====== Source records ======
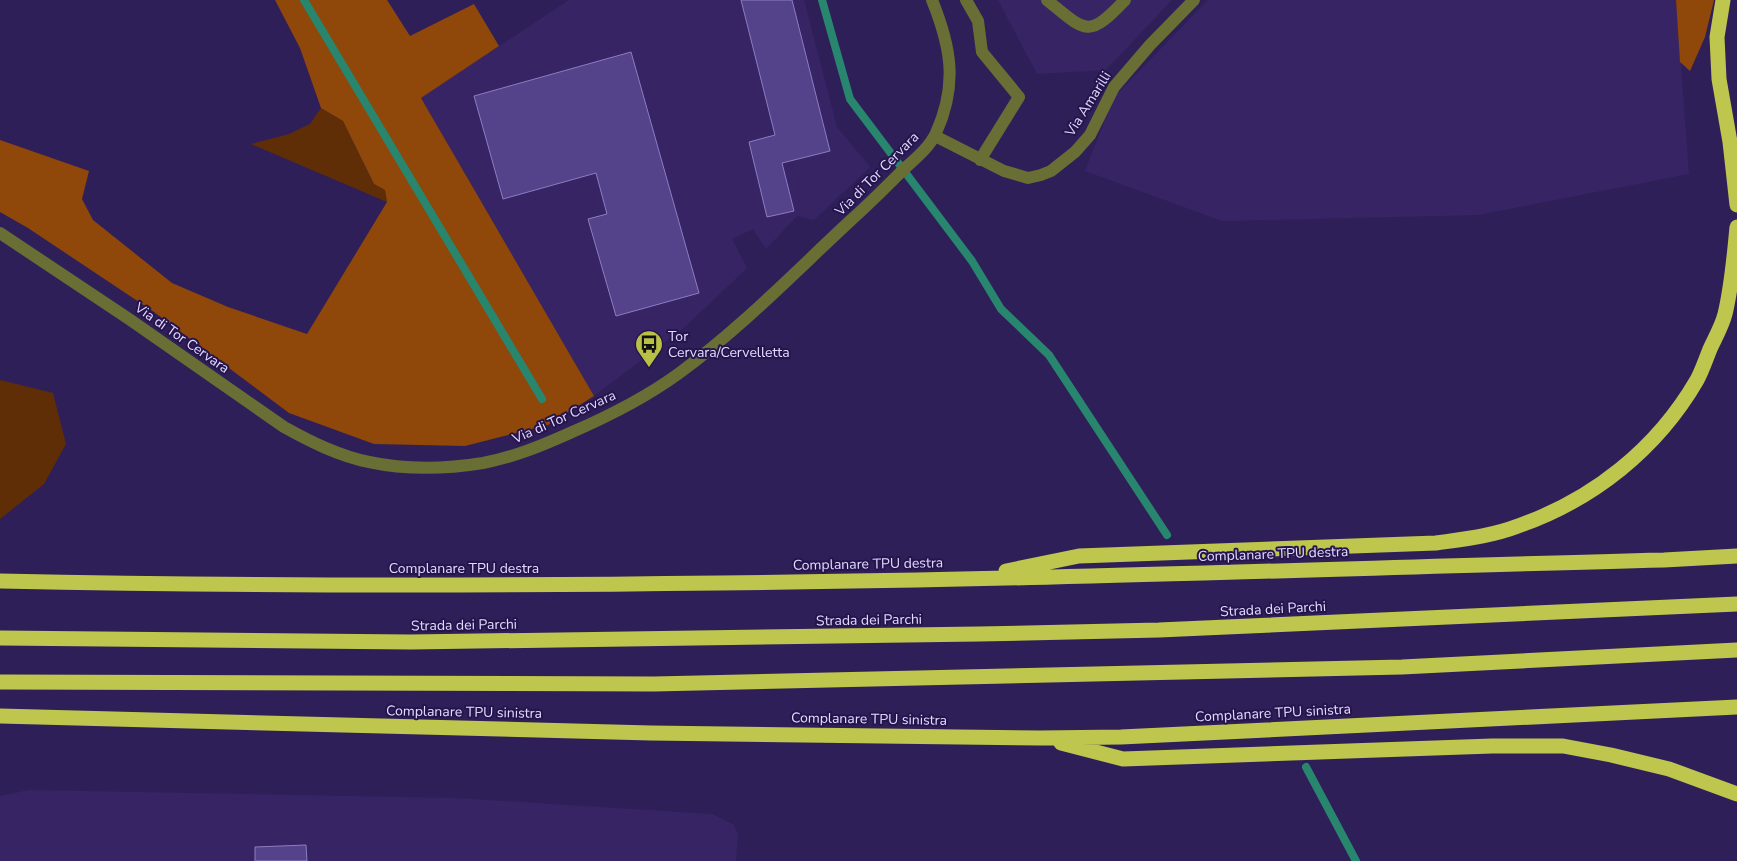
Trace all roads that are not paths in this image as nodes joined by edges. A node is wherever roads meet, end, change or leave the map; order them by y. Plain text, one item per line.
1 (932, 0) edge
2 (966, 0) edge
3 (1048, 0) edge
4 (1126, 0) edge
5 (1194, 0) edge
6 (1723, 0) edge
7 (932, 140) junction
8 (980, 160) junction
9 (1737, 205) edge
10 (1737, 227) edge
11 (0, 233) edge
12 (1737, 556) edge
13 (966, 579) junction
14 (0, 581) edge
15 (1737, 604) edge
16 (0, 638) edge
17 (1737, 650) edge
18 (0, 682) edge
19 (1737, 707) edge
20 (0, 716) edge
21 (1040, 738) junction
22 (1737, 794) edge

1 - 7 street, Via di Tor Cervara
2 - 8 street
3 - 4 street
5 - 8 street, Via Amarilli
6 - 9 highway
7 - 8 street, Via Amarilli
7 - 11 street, Via di Tor Cervara
10 - 13 highway
12 - 13 highway, Complanare TPU destra
13 - 14 highway, Complanare TPU destra
15 - 16 highway, Strada dei Parchi
17 - 18 highway
19 - 21 highway, Complanare TPU sinistra
20 - 21 highway, Complanare TPU sinistra
21 - 22 highway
======
* _What is being asked_
Although the records include pictures, the copy should reproduce every line exactly and none of the pictures.

* _Reply_
Trace all roads that are not paths in this image as nodes joined by edges. A node is wherever roads meet, end, change or leave the map; order them by y. Plain text, one item per line.
1 (932, 0) edge
2 (966, 0) edge
3 (1048, 0) edge
4 (1126, 0) edge
5 (1194, 0) edge
6 (1723, 0) edge
7 (932, 140) junction
8 (980, 160) junction
9 (1737, 205) edge
10 (1737, 227) edge
11 (0, 233) edge
12 (1737, 556) edge
13 (966, 579) junction
14 (0, 581) edge
15 (1737, 604) edge
16 (0, 638) edge
17 (1737, 650) edge
18 (0, 682) edge
19 (1737, 707) edge
20 (0, 716) edge
21 (1040, 738) junction
22 (1737, 794) edge

1 - 7 street, Via di Tor Cervara
2 - 8 street
3 - 4 street
5 - 8 street, Via Amarilli
6 - 9 highway
7 - 8 street, Via Amarilli
7 - 11 street, Via di Tor Cervara
10 - 13 highway
12 - 13 highway, Complanare TPU destra
13 - 14 highway, Complanare TPU destra
15 - 16 highway, Strada dei Parchi
17 - 18 highway
19 - 21 highway, Complanare TPU sinistra
20 - 21 highway, Complanare TPU sinistra
21 - 22 highway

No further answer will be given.